Problem to solve: In the records below, reproduce exactly the lines from the one containing "pinky tip: (363, 213)" through the one containing "index pip: (384, 57)", both included, and omit the pictures.

(Pictured people or hands with joints)
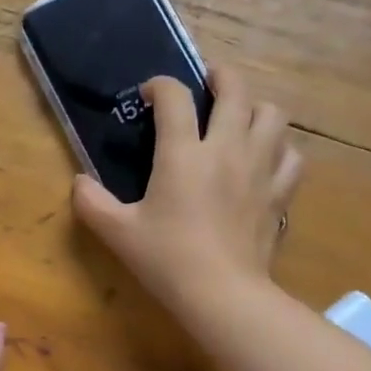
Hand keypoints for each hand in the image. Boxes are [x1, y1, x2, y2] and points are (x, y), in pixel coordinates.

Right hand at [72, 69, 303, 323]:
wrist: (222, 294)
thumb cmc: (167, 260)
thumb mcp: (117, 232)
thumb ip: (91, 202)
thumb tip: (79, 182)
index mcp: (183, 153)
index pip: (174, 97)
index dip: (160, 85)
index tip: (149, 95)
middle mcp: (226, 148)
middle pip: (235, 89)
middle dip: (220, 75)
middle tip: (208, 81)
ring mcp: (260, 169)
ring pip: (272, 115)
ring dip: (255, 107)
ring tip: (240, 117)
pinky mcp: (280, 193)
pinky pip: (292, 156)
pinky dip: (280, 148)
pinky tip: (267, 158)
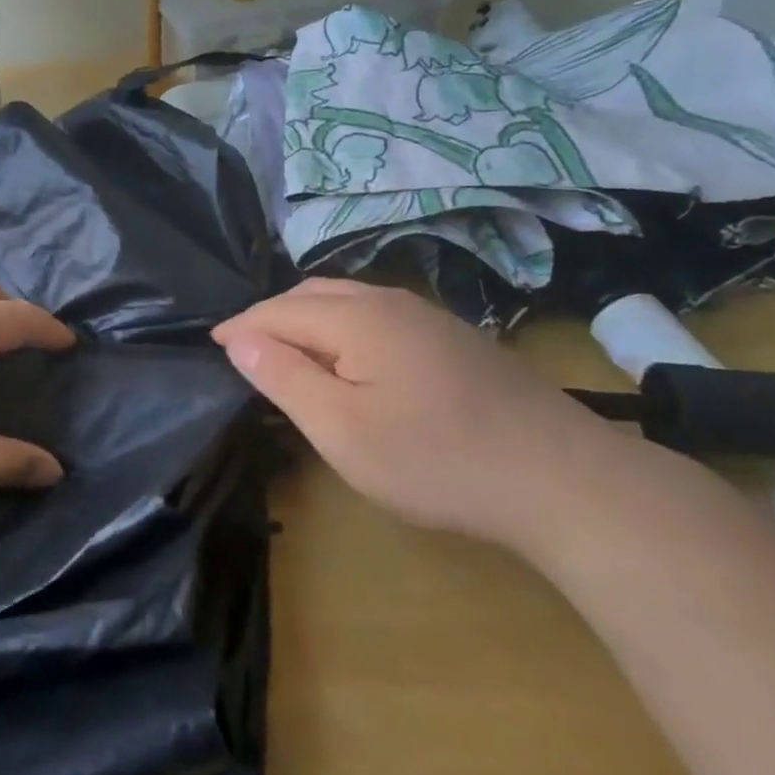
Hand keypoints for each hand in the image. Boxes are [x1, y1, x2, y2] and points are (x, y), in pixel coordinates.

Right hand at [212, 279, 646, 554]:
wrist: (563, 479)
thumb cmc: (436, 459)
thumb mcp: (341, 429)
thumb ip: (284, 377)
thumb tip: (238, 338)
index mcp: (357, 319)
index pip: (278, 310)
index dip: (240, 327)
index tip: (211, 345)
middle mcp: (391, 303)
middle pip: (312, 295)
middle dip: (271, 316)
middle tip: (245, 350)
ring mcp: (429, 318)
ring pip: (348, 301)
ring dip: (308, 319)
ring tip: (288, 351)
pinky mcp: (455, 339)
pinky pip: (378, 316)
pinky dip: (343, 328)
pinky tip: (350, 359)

==

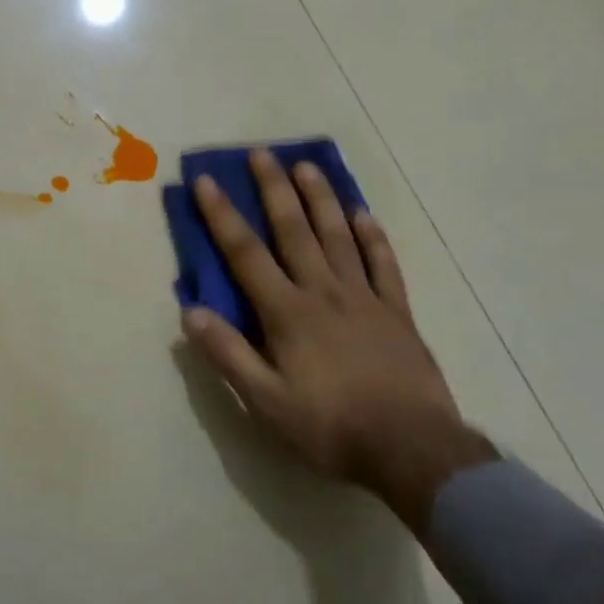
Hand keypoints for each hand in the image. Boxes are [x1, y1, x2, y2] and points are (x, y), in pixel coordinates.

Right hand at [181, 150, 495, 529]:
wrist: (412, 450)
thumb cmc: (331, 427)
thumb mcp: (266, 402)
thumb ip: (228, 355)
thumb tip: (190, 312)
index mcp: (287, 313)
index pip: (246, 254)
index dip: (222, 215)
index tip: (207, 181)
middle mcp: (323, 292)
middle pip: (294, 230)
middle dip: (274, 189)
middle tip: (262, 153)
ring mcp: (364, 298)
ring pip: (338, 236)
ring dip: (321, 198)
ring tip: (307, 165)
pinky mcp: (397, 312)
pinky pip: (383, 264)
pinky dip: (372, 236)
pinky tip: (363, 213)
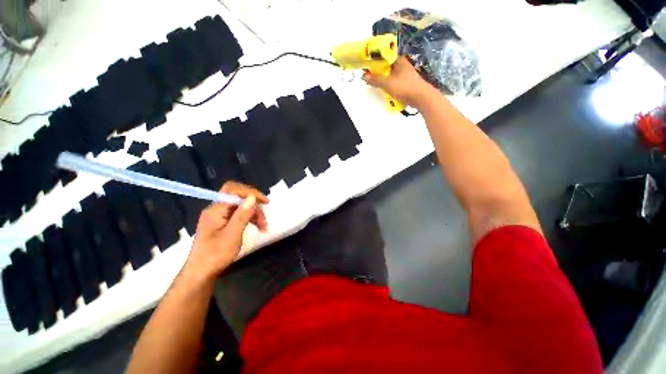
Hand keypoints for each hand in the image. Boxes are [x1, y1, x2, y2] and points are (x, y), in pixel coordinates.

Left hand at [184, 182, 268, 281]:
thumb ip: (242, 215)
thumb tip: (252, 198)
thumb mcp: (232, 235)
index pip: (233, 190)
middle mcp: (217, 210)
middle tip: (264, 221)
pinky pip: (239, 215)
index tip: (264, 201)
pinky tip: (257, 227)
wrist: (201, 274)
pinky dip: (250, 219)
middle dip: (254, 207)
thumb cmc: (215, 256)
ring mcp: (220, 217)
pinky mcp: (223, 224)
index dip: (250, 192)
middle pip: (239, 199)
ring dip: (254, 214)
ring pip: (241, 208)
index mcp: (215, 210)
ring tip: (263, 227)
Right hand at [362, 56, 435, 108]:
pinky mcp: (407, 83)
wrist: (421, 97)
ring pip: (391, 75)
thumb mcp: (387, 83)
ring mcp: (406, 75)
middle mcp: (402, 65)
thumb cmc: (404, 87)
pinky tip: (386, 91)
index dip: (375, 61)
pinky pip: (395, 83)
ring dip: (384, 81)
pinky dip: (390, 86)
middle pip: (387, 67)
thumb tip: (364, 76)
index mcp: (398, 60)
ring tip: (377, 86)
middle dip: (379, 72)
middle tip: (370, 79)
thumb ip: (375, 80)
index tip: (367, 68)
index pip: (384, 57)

Solution to this problem:
pinky tip: (363, 213)
Hand keypoints for each hand in the image. Boxes are [x1, y1, x2, y2] and points are (x, y), in pixel coordinates.

Left hand at [184, 182, 268, 281]:
thumb ip: (242, 215)
thumb tip: (252, 198)
thumb mcp: (232, 235)
index pip: (233, 190)
middle mcp: (217, 210)
middle tip: (264, 221)
pinky pip: (239, 215)
index tip: (264, 201)
pinky tip: (257, 227)
wrist: (201, 274)
pinky dip: (250, 219)
middle dip: (254, 207)
thumb cmc: (215, 256)
ring mcp: (220, 217)
pinky mcp: (223, 224)
index dip: (250, 192)
middle pip: (239, 199)
ring dip: (254, 214)
ring pip: (241, 208)
index mcp: (215, 210)
ring tip: (263, 227)
Right hand at [362, 56, 435, 108]:
pinky mcp: (407, 83)
wrist: (421, 97)
ring pip: (391, 75)
thumb mcp: (387, 83)
ring mcp: (406, 75)
middle mcp: (402, 65)
thumb cmc: (404, 87)
pinky tip: (386, 91)
index dip: (375, 61)
pinky pip: (395, 83)
ring dip: (384, 81)
pinky dip: (390, 86)
middle pip: (387, 67)
thumb tip: (364, 76)
index mcp: (398, 60)
ring tip: (377, 86)
middle dip: (379, 72)
middle tip: (370, 79)
thumb ip: (375, 80)
index tip: (367, 68)
index pip: (384, 57)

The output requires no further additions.